If you live in an area that is prone to flooding, it is wise to assemble a Flood Kit. Don’t think of it as tempting fate – think of it as a potential lifesaver. With a Flood Kit readily to hand, you and your family can get out of the house much quicker and find your way to a safe place in good time.

What to put in

  • Details of your insurance policy, including numbers to call in an emergency
  • A laminated sheet of useful phone numbers, such as the environment agency, your council, friends and family.

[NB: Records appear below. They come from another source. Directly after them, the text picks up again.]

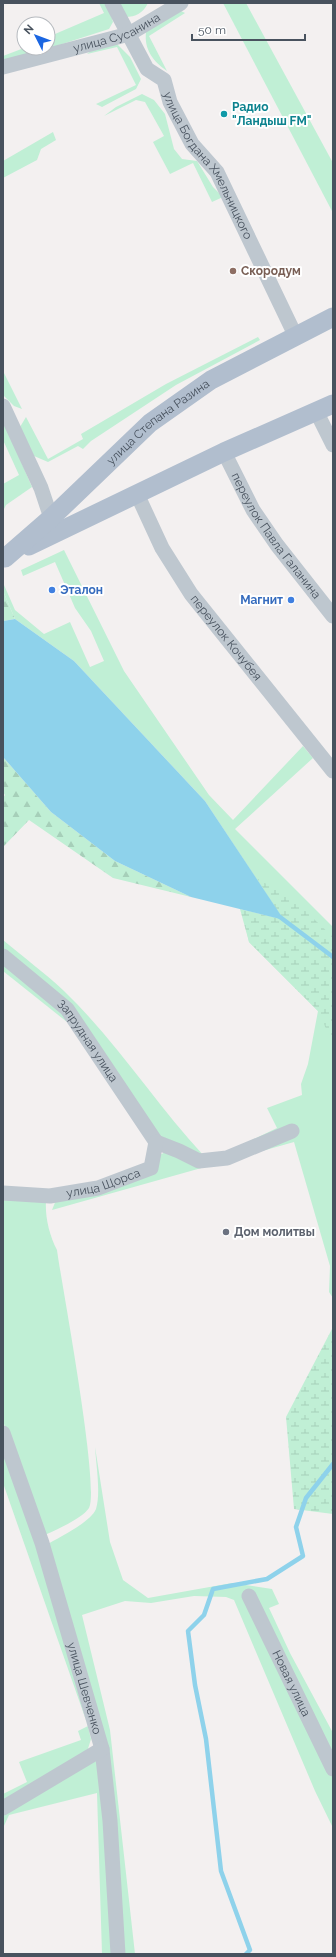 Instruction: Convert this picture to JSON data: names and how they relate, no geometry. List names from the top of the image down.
{
  "streets": {
    "main road": ["улица Степана Разина"],
    "street": [
      "улица Сусанина",
      "улица Богдана Хмельницкого",
      "переулок Павла Галанина",
      "переулок Кочубея",
      "Запрудная улица",
      "улица Щорса",
      "Новая улица",
      "улица Шевченко"
    ]
  },
  "crossings": [
    ["улица Сусанина", "улица Богдана Хмельницкого"],
    ["улица Богдана Хмельницкого", "улица Степана Разина"],
    ["улица Степана Разина", "переулок Павла Галанина"],
    ["улица Степана Разина", "переулок Кочубея"],
    ["Запрудная улица", "улица Щорса"]
  ],
  "places": [
    "Радио \"Ландыш FM\"",
    "Скородум",
    "Эталон",
    "Магнит",
    "Дом молитвы"
  ],
  "scale_bar": "50 m",
  "north": "top left"
} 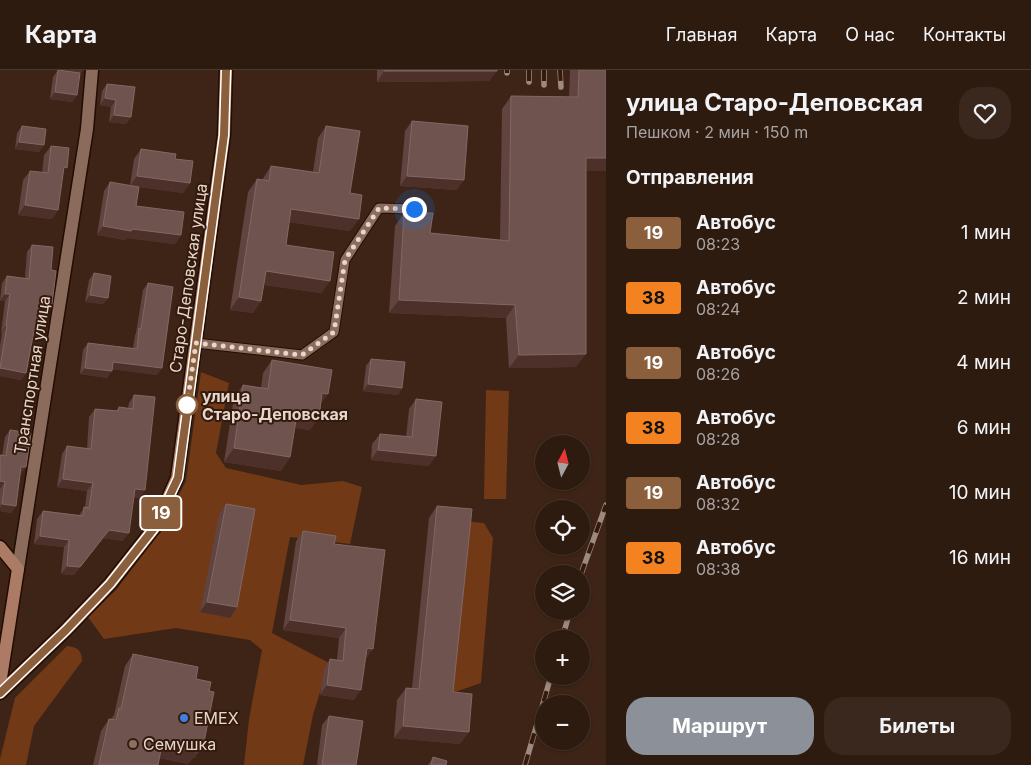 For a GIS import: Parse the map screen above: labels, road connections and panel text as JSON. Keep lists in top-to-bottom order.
{
  "streets": {
    "main road": ["Старо-Деповская улица", "Транспортная улица"]
  },
  "places": ["улица Старо-Деповская", "EMEX", "Семушка"],
  "lines": ["bus line 19"],
  "north": "top",
  "page": {
    "header": "Карта",
    "nav": [
      "Главная",
      "Карта",
      "О нас",
      "Контакты"
    ],
    "on_map": "19",
    "heading": [
      ["улица Старо-Деповская", "Пешком · 2 мин · 150 m"],
      "Отправления"
    ],
    "list": [
      {
        "mark": "19",
        "name": "Автобус",
        "note": "08:23",
        "value": "1 мин"
      },
      {
        "mark": "38",
        "name": "Автобус",
        "note": "08:24",
        "value": "2 мин"
      },
      {
        "mark": "19",
        "name": "Автобус",
        "note": "08:26",
        "value": "4 мин"
      },
      {
        "mark": "38",
        "name": "Автобус",
        "note": "08:28",
        "value": "6 мин"
      },
      {
        "mark": "19",
        "name": "Автобус",
        "note": "08:32",
        "value": "10 мин"
      },
      {
        "mark": "38",
        "name": "Автобус",
        "note": "08:38",
        "value": "16 мин"
      }
    ],
    "map_buttons": ["+", "−"],
    "buttons": ["Маршрут", "Билеты"]
  }
} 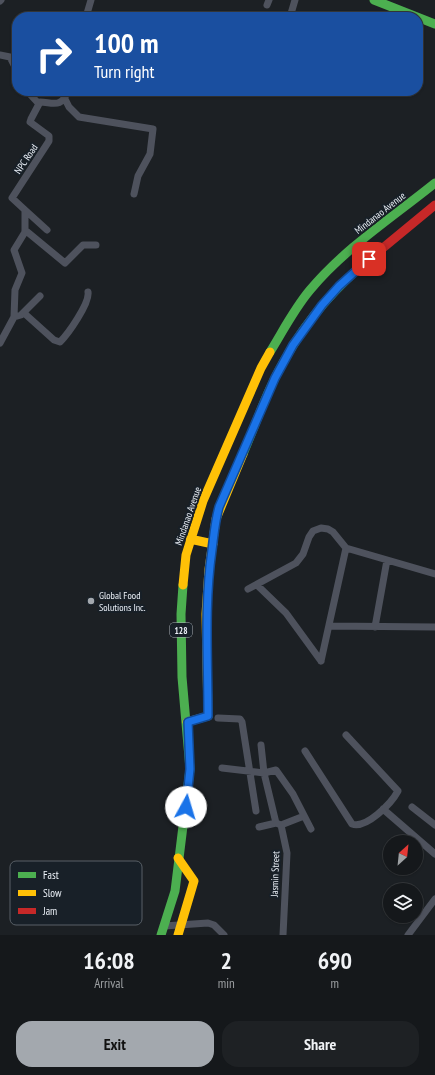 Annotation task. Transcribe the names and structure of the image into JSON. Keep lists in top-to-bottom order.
{
  "streets": {
    "main road": ["Mindanao Avenue", "128"],
    "street": ["NPC Road", "Jasmin Street"]
  },
  "crossings": [
    ["Mindanao Avenue", "128"]
  ],
  "places": ["Global Food Solutions Inc."],
  "legend": ["Fast", "Slow", "Jam"],
  "north": "top right",
  "page": {
    "turn": ["100 m", "Turn right"],
    "eta": [
      "16:08",
      "Arrival",
      "2",
      "min",
      "690",
      "m"
    ],
    "buttons": ["Exit", "Share"]
  }
}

On the back of this sheet, note where the taps for electricity, gas and water are, so that you can turn them off.
  • A change of clothing for everyone plus wellies, waterproofs and blankets (you may have to gather these as you leave).
  • A torch, mobile phone, rubber gloves, and a radio if you have one.
  • Medication for specific conditions and a basic First Aid kit

What to do in a Flood

If you get a flood warning – or the flood waters arrive without notice – these are the first things you should be doing. Delegate some of them to a partner or grown-up son or daughter.
  • Switch off gas, electricity and water at their mains supplies
  • Do a quick scan for electric appliances, and take them upstairs.
  • Take personal, financial and identifiable documents upstairs, along with any sentimental or valuable items in your possession.
  • Disconnect large appliances (like the cooker and fridge) in case they come loose and float in the water
  • Use sandbags to reduce the amount of water getting in.
  • Plug the bath and sink and weigh down the plug with sandbags.
  • When these four are done, start looping curtains over the top of the rails, moving furniture, rolling up carpets, removing doors from their hinges, and putting bricks beneath large sofas to stop the water reaching too high.